Мне, в общем-то, нужно было оружие, которое таковым и не являлось, как спортивная бита или кухонный нож. Безопасное для окружающих, высокоэффективное, мобильное и, по возможности, не летальное. Будто продолжение руки.
Как только в моей голове прозвучала эта фраза, я понял, что ищу. И странно, что никому раньше не пришла подобная идея. Впрочем, может и пришла, но кричать о ней разумный человек не станет.
Сделав несколько эскизов и вызвав Олега, я отправился на швейное производство «Дона Карлеоне». Уже через час одна из работниц сняла с меня мерки и, делая пометки в школьной тетради, лениво спросила:
– Алексей, мы с вами знакомы лет семь, а я все никак не попрошу вас, – она пальцем постучала в раскрытую тетрадь, – познакомьте меня с вашим дилером.
Я посмотрел на женщину, не понимая.
– Тоже хочу попробовать вашу траву, – пояснила она.
– Это не то, о чем вы подумали, – поспешно оправдался я.
– В этом-то и проблема.
– Просто сделайте, – попросил я. – Чем быстрее, тем лучше.
Спустя два дня я забрал сшитую на заказ легкомысленной расцветки пижаму. Затем заехал в спортивный магазин и докупил недостающие компоненты.
Дома я все убрал в платяной шкаф и, наконец, расслабил напряженные плечи.
Глава 3
Казалось, что последние события растопили разделявший нас лед. Мои с Кристиной отношения почти вернулись к прежним, но ключевым словом здесь было «почти». Мы старательно избегали тему Саши, плавно перекочевавшей из разряда любовниц в категорию друга семьи. Я даже удивился такой трансформации, произошедшей на моих глазах.

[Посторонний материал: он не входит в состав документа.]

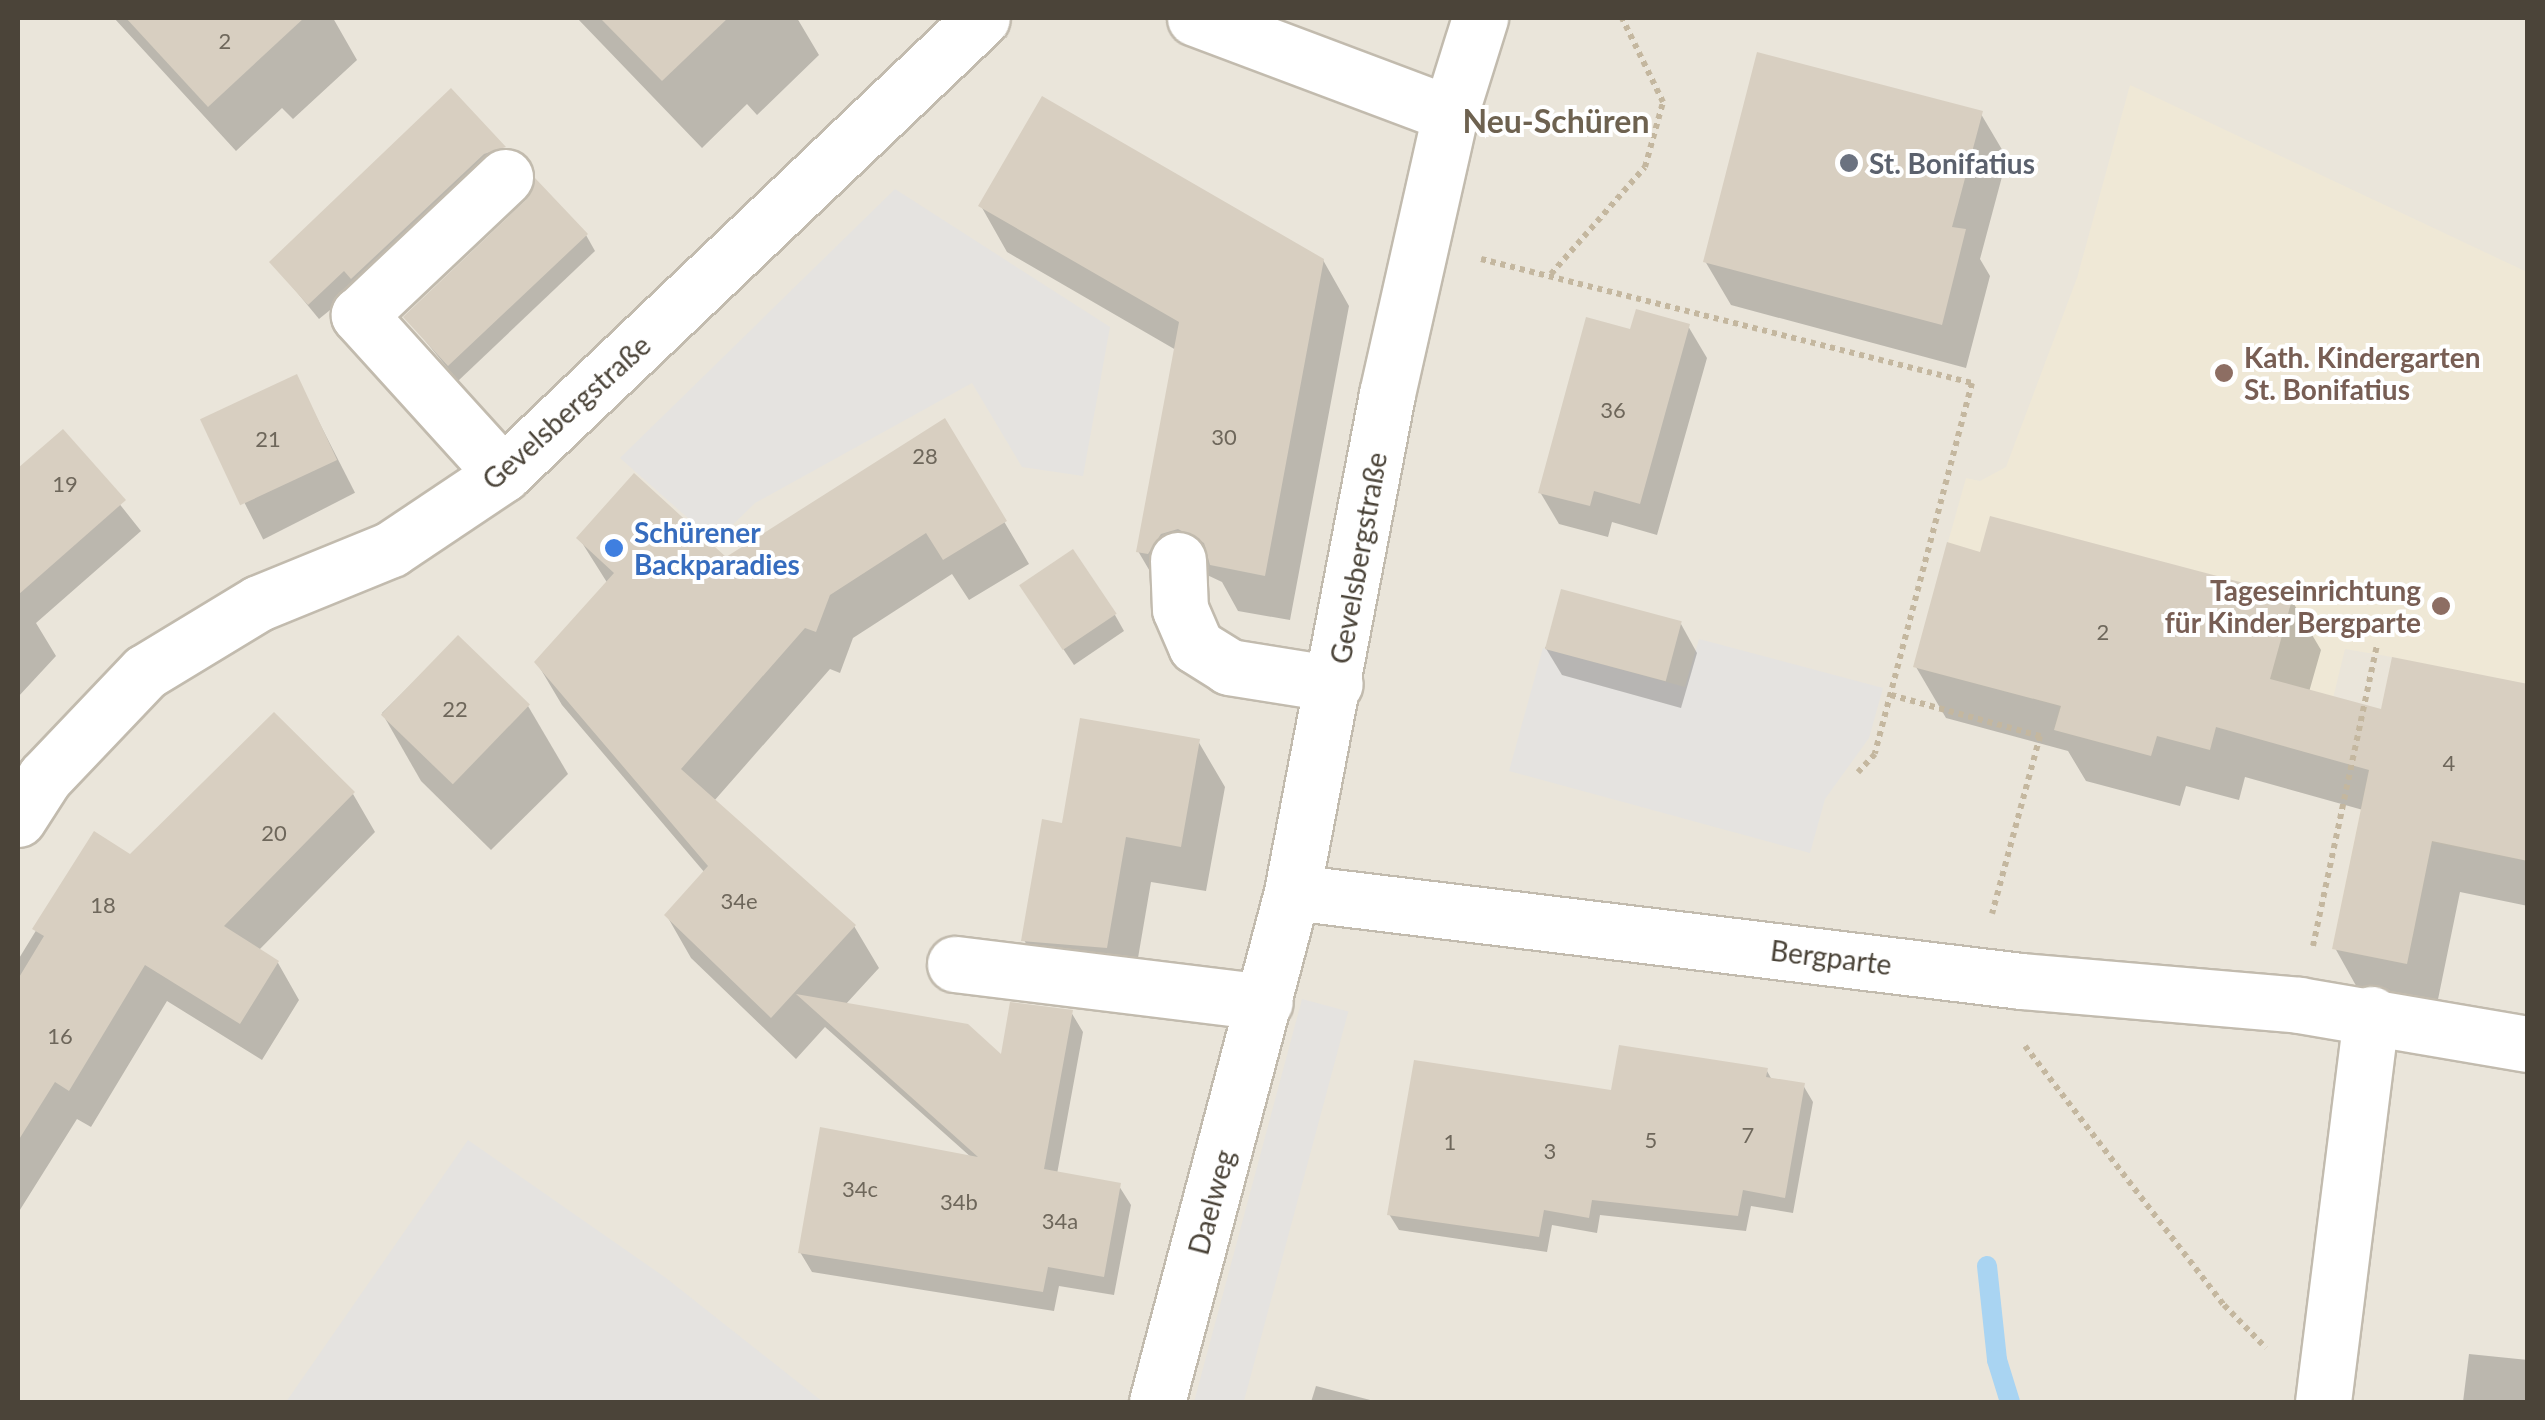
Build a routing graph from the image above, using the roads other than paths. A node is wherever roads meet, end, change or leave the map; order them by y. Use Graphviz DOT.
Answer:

Мы с Сашей перебрасывались парой слов об игле, а Кристина секретничала с ней, как с лучшей подругой. Никто не ревновал, не подозревал и не пытался контролировать. И все же маленький червячок где-то глубоко внутри точил яблоко наших отношений. Была в них какая-то холодность, недосказанность, опустошенность.
Я получил с Цифрограда бета-версию семейного приложения и стал тестировать его в одиночку. По первоначальному замыслу это должна быть групповая инсталляция. То есть программа устанавливалась всем членам семьи, но предлагать Кристине сейчас я не решился. Подобно Джессу Ласеару , я начал эксперименты на себе, разумно предполагая, что являюсь «скотиной», и оценивая свои действия, может, субъективно, но крайне жестко.
Работа приложения заключалась в том, чтобы давать оценку окружающим меня событиям и получать обратную связь от друзей, близких и родных. Я открыл монопольный режим и сам оценивал действия, совершаемые мной.
Например, утром, когда обнимал и целовал Кристину, пять баллов уходили в мой актив. Звонки на работу, комплименты, цветы, ее любимая поза в сексе, просмотр фильма «Дом у озера» – за все это я начислял себе баллы.
Однако мир, с которым я взаимодействовал, это не только Кристина, и в приложение я заносил дорожные пробки, приятных и не очень покупателей, повышение пенсионного возраста и необычно теплую и яркую осень.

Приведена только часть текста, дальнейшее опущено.